Alta Dirección Pública: el debate está abierto, y la respuesta es avanzar
Hay un debate abierto sobre el Sistema de Alta Dirección Pública (SADP). El Presidente Kast anunció una Comisión de Expertos para proponer una nueva arquitectura del Estado, señalando que el SADP no responde con la agilidad que el país necesita. El director del Servicio Civil propuso extender las llamadas balas de plata —que hoy permiten al Presidente nombrar directamente 12 cargos de primer nivel sin concurso— a 130 o más. El debate es legítimo. Mi posición es clara: es necesario avanzar y profundizar la reforma.
Tres reflexiones al respecto.
1. Lo que el sistema logró y lo que no. El SADP nació en 2003 de un acuerdo político notable, donde gobierno y oposición cedieron discrecionalidad a cambio de un sistema basado en mérito. En más de dos décadas, sus resultados son elocuentes: el informe del CADP 2025 da cuenta de que el sistema provee 5.406 cargos en 453 instituciones públicas.
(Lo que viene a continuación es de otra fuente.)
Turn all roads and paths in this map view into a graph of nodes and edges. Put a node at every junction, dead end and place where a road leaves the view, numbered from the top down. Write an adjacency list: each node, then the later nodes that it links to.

En 2025 se efectuaron 342 convocatorias y 350 nombramientos y 13.303 personas realizaron 56.092 postulaciones con un promedio de 161 candidatos por concurso. Es uno de los activos institucionales más sólidos del Estado chileno.
Pero el sistema enfrenta problemas. Tal vez el más profundo viene después del nombramiento: el sistema ha resuelto razonablemente bien la selección, pero mucho menos la gestión posterior. Los convenios de desempeño muestran esta debilidad: algunos directivos con nombramiento vigente no los tienen suscritos, y entre quienes sí los tienen, la mayoría obtiene cumplimientos superiores al 90%. Eso habla menos de excelencia sostenida que de metas poco exigentes.
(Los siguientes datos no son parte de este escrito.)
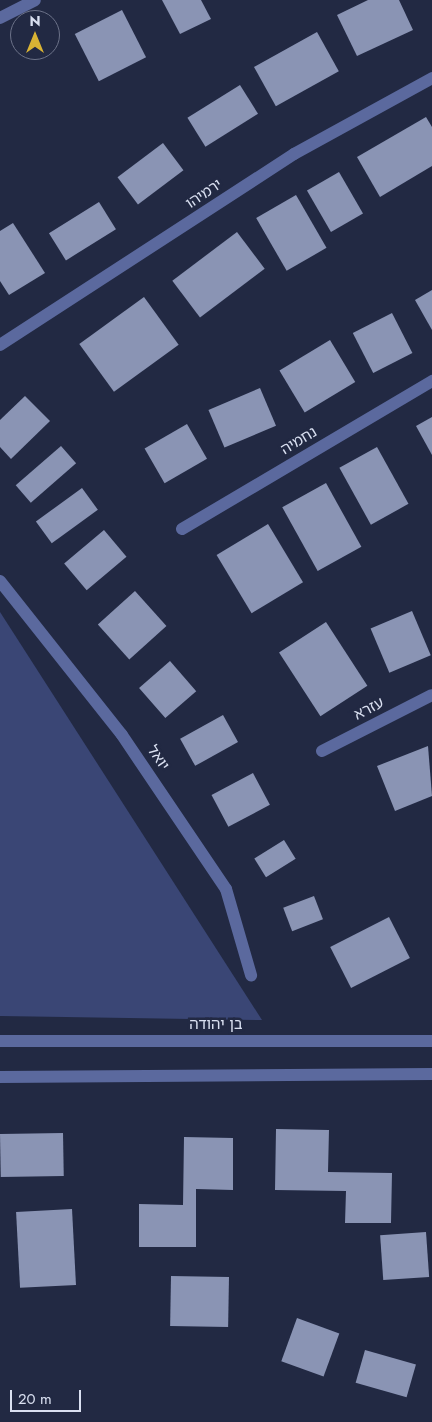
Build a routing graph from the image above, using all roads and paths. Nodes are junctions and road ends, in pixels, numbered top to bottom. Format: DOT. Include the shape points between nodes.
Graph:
graph roads {
  1 [pos="36,0"];
  2 [pos="0,18"];
  3 [pos="432,78"];
  4 [pos="0,345"];
  5 [pos="432,381"];
  6 [pos="182,529"];
  7 [pos="0,581"];
  8 [pos="432,695"];
  9 [pos="322,751"];
  10 [pos="251,975"];
  11 [pos="0,1041"];
  12 [pos="432,1041"];
  13 [pos="432,1074"];
  14 [pos="0,1077"];
  1 -- 2 [label="street"];
  3 -- 4 [label="street, ירמיהו" via="294,154"];
  5 -- 6 [label="street, נחמיה"];
  7 -- 10 [label="street, יואל" via="122,734 226,889"];
  8 -- 9 [label="street, עזרא"];
  11 -- 12 [label="street, בן יהודה"];
  13 -- 14 [label="street"];
}
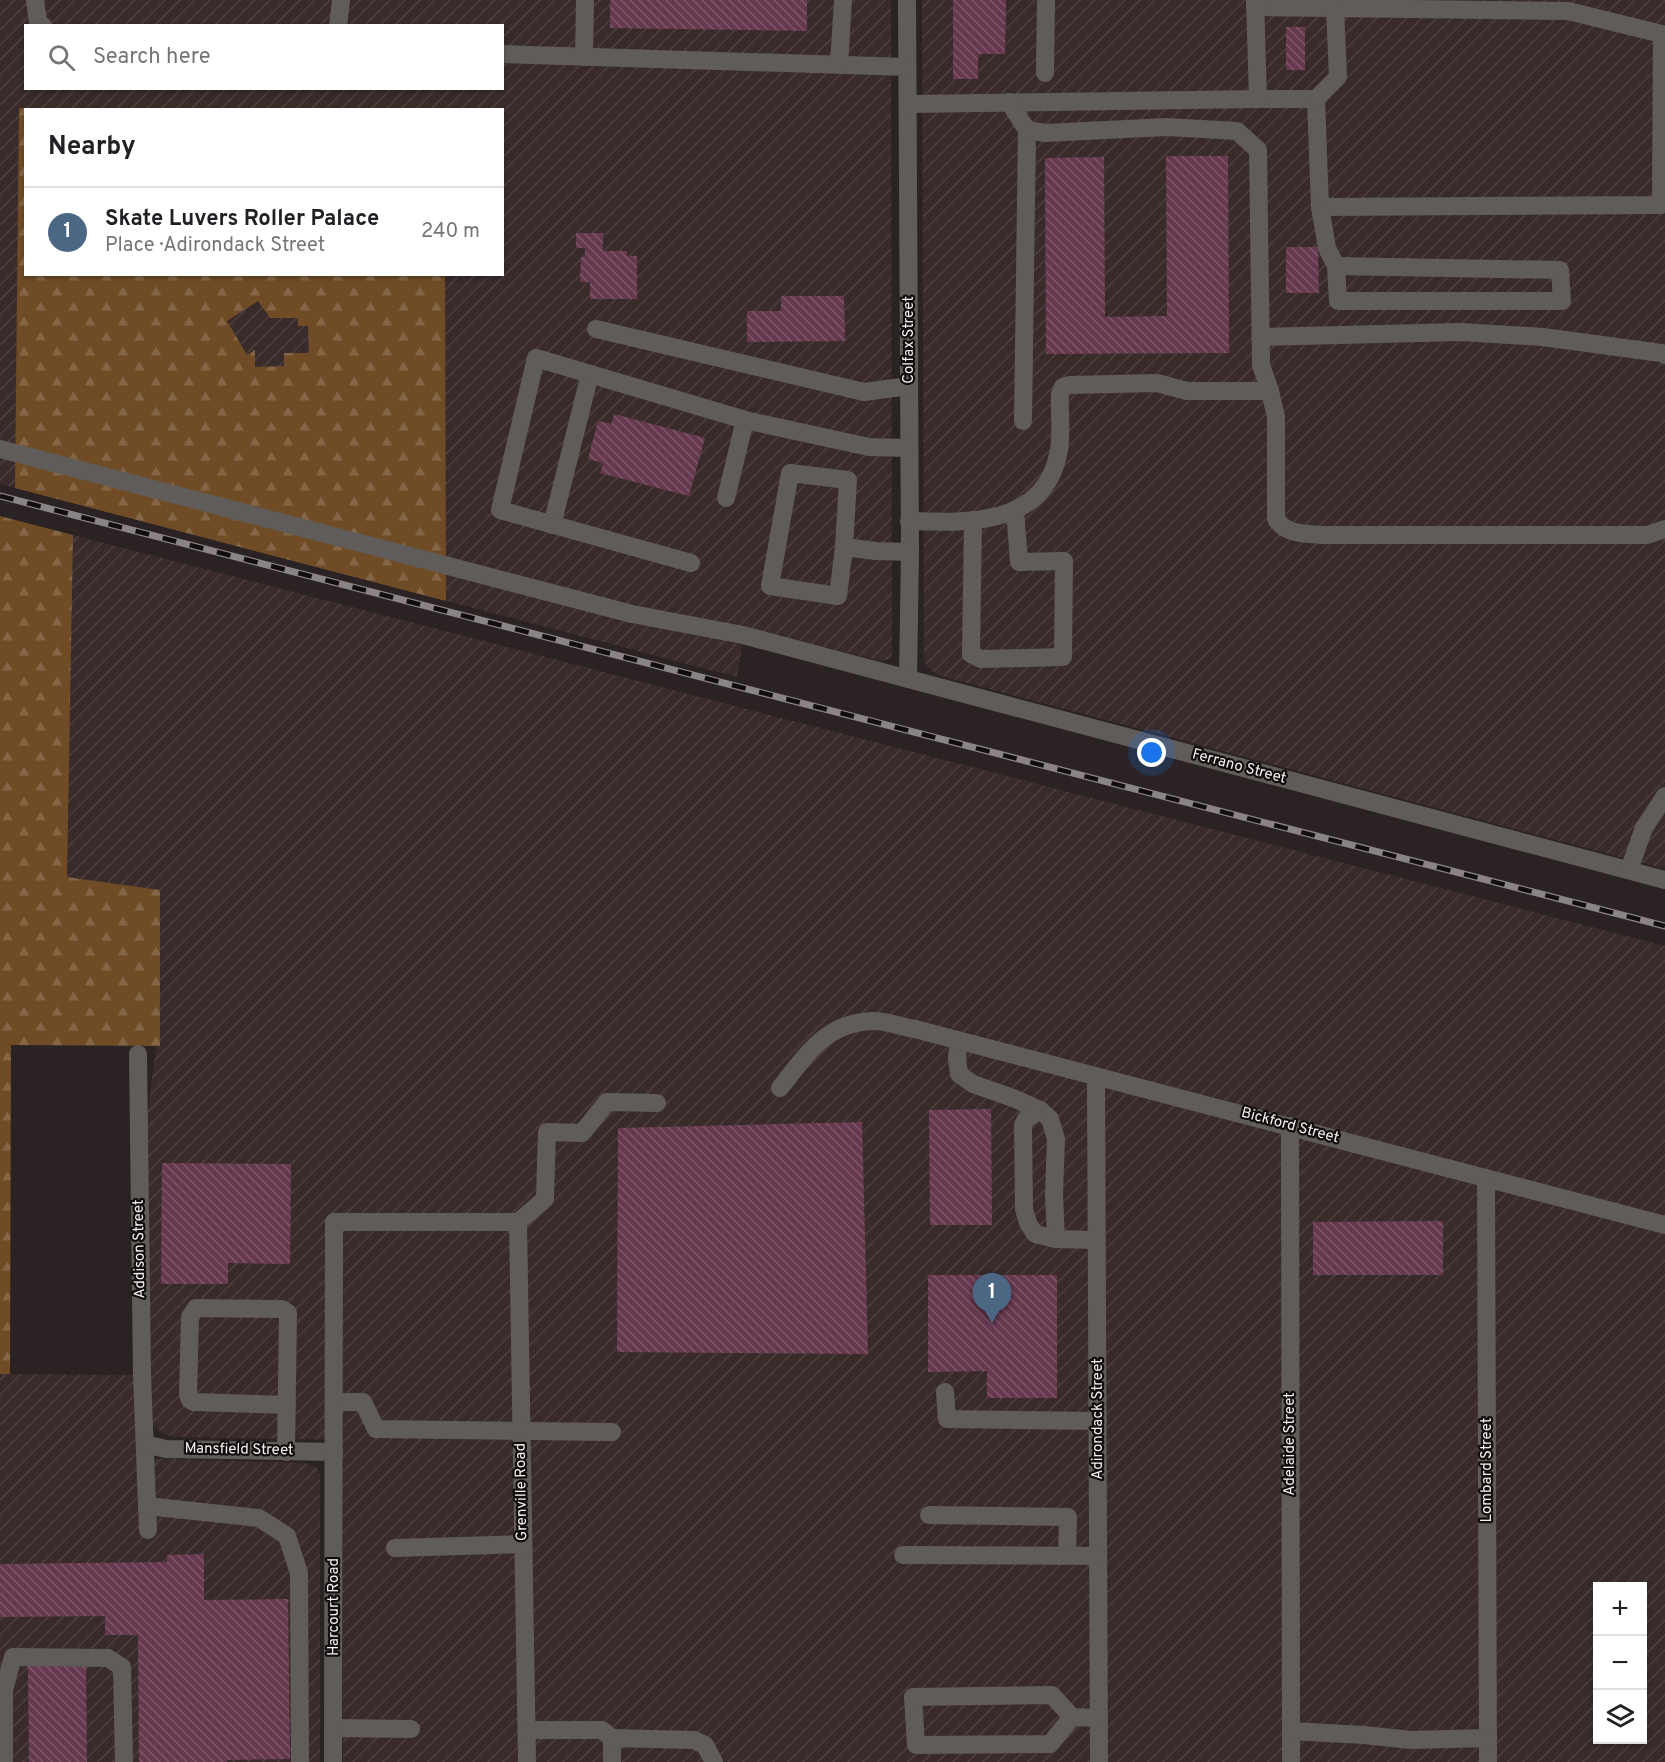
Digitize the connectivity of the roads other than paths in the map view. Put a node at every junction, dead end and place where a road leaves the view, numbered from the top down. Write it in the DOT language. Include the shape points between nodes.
graph roads {
  1 [pos="36,0"];
  2 [pos="341,0"];
  3 [pos="585,0"];
  4 [pos="843,0"];
  5 [pos="907,0"];
  6 [pos="1046,0"];
  7 [pos="1255,4"];
  8 [pos="1335,8"];
  9 [pos="40,24"];
  10 [pos="338,24"];
  11 [pos="504,54"];
  12 [pos="584,57"];
  13 [pos="839,65"];
  14 [pos="907,67"];
  15 [pos="1045,73"];
  16 [pos="1258,99"];
  17 [pos="1316,99"];
  18 [pos="1009,102"];
  19 [pos="908,104"];
  20 [pos="1028,129"];
  21 [pos="1320,207"];
  22 [pos="1336,266"];
  23 [pos="596,329"];
  24 [pos="1261,337"];
  25 [pos="1665,355"];
  26 [pos="590,374"];
  27 [pos="909,386"];
  28 [pos="1270,391"];
  29 [pos="745,420"];
  30 [pos="1023,421"];
  31 [pos="909,448"];
  32 [pos="0,449"];
  33 [pos="726,498"];
  34 [pos="1015,510"];
  35 [pos="973,520"];
  36 [pos="909,521"];
  37 [pos="552,525"];
  38 [pos="1665,529"];
  39 [pos="844,547"];
  40 [pos="910,552"];
  41 [pos="691,563"];
  42 [pos="908,679"];
  43 [pos="1664,799"];
  44 [pos="1629,870"];
  45 [pos="1665,880"];
  46 [pos="959,1041"];
  47 [pos="138,1054"];
  48 [pos="1096,1076"];
  49 [pos="780,1088"];
  50 [pos="657,1103"];
  51 [pos="1040,1110"];
  52 [pos="1290,1126"];
  53 [pos="1486,1178"];
  54 [pos="518,1222"];
  55 [pos="1665,1225"];
  56 [pos="1056,1239"];
  57 [pos="1097,1240"];
  58 [pos="945,1392"];
  59 [pos="334,1402"];
  60 [pos="287,1405"];
  61 [pos="1098,1421"];
  62 [pos="521,1429"];
  63 [pos="612,1431"];
  64 [pos="145,1444"];
  65 [pos="286,1452"];
  66 [pos="334,1452"];
  67 [pos="147,1506"];
  68 [pos="929,1515"];
  69 [pos="148,1530"];
  70 [pos="522,1544"];
  71 [pos="395,1548"];
  72 [pos="903,1555"];
  73 [pos="1067,1556"];
  74 [pos="1098,1556"];
  75 [pos="1072,1717"];
  76 [pos="1099,1718"];
  77 [pos="333,1728"];
  78 [pos="411,1729"];
  79 [pos="528,1730"];
  80 [pos="1291,1731"];
  81 [pos="612,1738"];
  82 [pos="1488,1738"];
  83 [pos="4,1762"];
  84 [pos="124,1762"];
  85 [pos="300,1762"];
  86 [pos="333,1762"];
  87 [pos="527,1762"];
  88 [pos="612,1762"];
  89 [pos="714,1762"];
  90 [pos="1100,1762"];
  91 [pos="1291,1762"];
  92 [pos="1488,1762"];
  1 -- 9 [label="street"];
  2 -- 10 [label="street"];
  3 -- 12 [label="street"];
  4 -- 13 [label="street"];
  5 -- 14 [label="street, Colfax Street"];
  6 -- 15 [label="street"];
  7 -- 8 [label="street"];
  7 -- 16 [label="street"];
  8 -- 17 [label="street" via="1338,77"];
  8 -- 21 [label="street" via="1568,11 1662,34 1660,205"];
  11 -- 12 [label="street"];
  12 -- 13 [label="street"];
  13 -- 14 [label="street"];
  14 -- 19 [label="street, Colfax Street"];
  16 -- 17 [label="street"];
  16 -- 18 [label="street"];
  17 -- 21 [label="street"];
  18 -- 19 [label="street"];
  18 -- 20 [label="street"];
  19 -- 27 [label="street, Colfax Street"];
  20 -- 24 [label="street" via="1045,133 1167,127 1237,131 1258,150"];
  20 -- 30 [label="street"];
  21 -- 22 [label="street" via="1327,248"];
  22 -- 22 [label="street" via="1560,270 1562,301 1338,301"];
  23 -- 27 [label="street" via="864,392"];
  24 -- 25 [label="street" via="1461,332 1543,337"];
  24 -- 28 [label="street" via="1262,365"];
  26 -- 29 [label="street"];
  26 -- 37 [label="street"];
  26 -- 37 [label="street" via="536,358 500,510"];
  27 -- 31 [label="street, Colfax Street"];
  28 -- 34 [label="street" via="1187,391 1157,383 1063,387 1055,463 1046,484 1030,502"];
  28 -- 38 [label="street" via="1276,417 1276,519 1289,530 1324,535 1647,535"];
  29 -- 31 [label="street" via="869,447"];
  29 -- 33 [label="street"];
  31 -- 36 [label="street, Colfax Street"];
  32 -- 42 [label="street, Ferrano Street" via="632,614 743,635"];
  34 -- 35 [label="street"];
  34 -- 35 [label="street" via="1019,562 1064,561 1063,657 981,659 971,654"];
  35 -- 36 [label="street"];
  36 -- 40 [label="street, Colfax Street"];
  37 -- 41 [label="street"];
  39 -- 39 [label="street" via="848,480 790,473 770,586 838,596"];
  39 -- 40 [label="street"];
  40 -- 42 [label="street, Colfax Street"];
  42 -- 44 [label="street, Ferrano Street"];
  43 -- 44 [label="street" via="1644,828"];
  44 -- 45 [label="street, Ferrano Street"];
  46 -- 48 [label="street, Bickford Street"];
  46 -- 49 [label="street, Bickford Street" via="875,1021 844,1026 815,1044"];
  46 -- 51 [label="street" via="959,1074 974,1084"];
  47 -- 64 [label="street, Addison Street"];
  48 -- 52 [label="street, Bickford Street"];
  48 -- 57 [label="street, Adirondack Street"];
  50 -- 54 [label="street" via="607,1102 582,1133 547,1132 545,1199"];
  51 -- 56 [label="street" via="1050,1119 1056,1139"];
  51 -- 56 [label="street" via="1023,1125 1024,1209 1035,1234"];
  52 -- 53 [label="street, Bickford Street"];
  52 -- 80 [label="street, Adelaide Street"];
  53 -- 55 [label="street, Bickford Street"];
  53 -- 82 [label="street, Lombard Street"];
  54 -- 59 [label="street, Harcourt Road" via="334,1222"];
  54 -- 62 [label="street, Grenville Road"];
  56 -- 57 [label="street"];
  57 -- 61 [label="street, Adirondack Street"];
  58 -- 61 [label="street" via="947,1419"];
  59 -- 62 [label="street" via="363,1402 376,1429"];
  59 -- 66 [label="street, Harcourt Road"];
  60 -- 60 [label="street" via="288,1313 282,1309 196,1308 190,1317 190,1400"];
  60 -- 65 [label="street"];
  61 -- 74 [label="street, Adirondack Street"];
  62 -- 63 [label="street"];
  62 -- 70 [label="street, Grenville Road"];
  64 -- 65 [label="street, Mansfield Street" via="166,1449"];
  64 -- 67 [label="street, Addison Street"];
  65 -- 66 [label="street, Mansfield Street"];
  66 -- 77 [label="street, Harcourt Road"];
  67 -- 69 [label="street, Addison Street"];
  67 -- 85 [label="street" via="259,1518 287,1536 299,1573"];
  68 -- 73 [label="street" via="1068,1517"];
  70 -- 71 [label="street"];
  70 -- 79 [label="street, Grenville Road"];
  72 -- 73 [label="street"];
  73 -- 74 [label="street"];
  74 -- 76 [label="street, Adirondack Street"];
  75 -- 75 [label="street" via="1052,1695 914,1697 916,1745 1050,1744"];
  75 -- 76 [label="street"];
  76 -- 90 [label="street, Adirondack Street"];
  77 -- 78 [label="street"];
  77 -- 86 [label="street, Harcourt Road"];
  79 -- 81 [label="street" via="602,1730"];
  79 -- 87 [label="street, Grenville Road"];
  80 -- 82 [label="street" via="1412,1740"];
  80 -- 91 [label="street, Adelaide Street"];
  81 -- 88 [label="street"];
  81 -- 89 [label="street" via="694,1740 705,1745"];
  82 -- 92 [label="street, Lombard Street"];
  83 -- 84 [label="street" via="4,1690 13,1657 108,1658 122,1667"];
}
2. El problema no es el mérito: es la arquitectura de gestión. Ampliar masivamente las balas de plata sería un error. La lentitud en la instalación de los gobiernos no se debe principalmente a que los directivos ADP sean las personas equivocadas, sino a una arquitectura de gestión poco clara: autoridades que llegan con equipos propios que operan en paralelo al servicio civil, y directivos que quedan técnicamente responsables, pero políticamente laterales.
La solución no es reemplazar mérito por discrecionalidad. Es clarificar la cadena de mando y responsabilidad. Hoy el ministro define prioridades y responde públicamente; el subsecretario concentra el seguimiento sectorial; y el directivo ADP debe conducir el servicio y responder por metas. Sin embargo, los convenios de desempeño de primer nivel se suscriben con el ministro —o con el subsecretario por delegación—, lo que no siempre genera una relación clara entre quien fija prioridades, quien supervisa y quien responde por resultados. Resolver esa tensión es más urgente que multiplicar nombramientos discrecionales.
Avanzar exige también reducir la proliferación de cargos de confianza en niveles intermedios y reconocer que los directivos de alto desempeño necesitan autonomía de gestión, no solo mejor remuneración.
3. Dos preguntas que no pueden eludirse. La primera es cómo gestionar mejor: mejores directivos, mejores incentivos, mejor evaluación. La segunda, que suele omitirse, es revisar el perímetro: qué funciones deben permanecer en el sector público y cuáles pueden ser provistas con más eficiencia desde el privado, con regulación adecuada. Sin esa segunda pregunta, corremos el riesgo de perfeccionar la maquinaria sin preguntarnos si está fabricando el producto correcto.
El SADP es valioso porque resolvió un problema político relevante para Chile. Ante el debate abierto sobre su futuro, la respuesta es completar la reforma que quedó a medias, construyendo sobre lo que funciona y corrigiendo lo que no. Eso requiere más rigor en la evaluación, más claridad en la cadena de mando y más honestidad sobre qué debe y qué no debe hacer el Estado. Cambiar quién nombra a quién es lo más fácil. Lo difícil —y lo que Chile necesita— es seguir adelante con la reforma del Estado.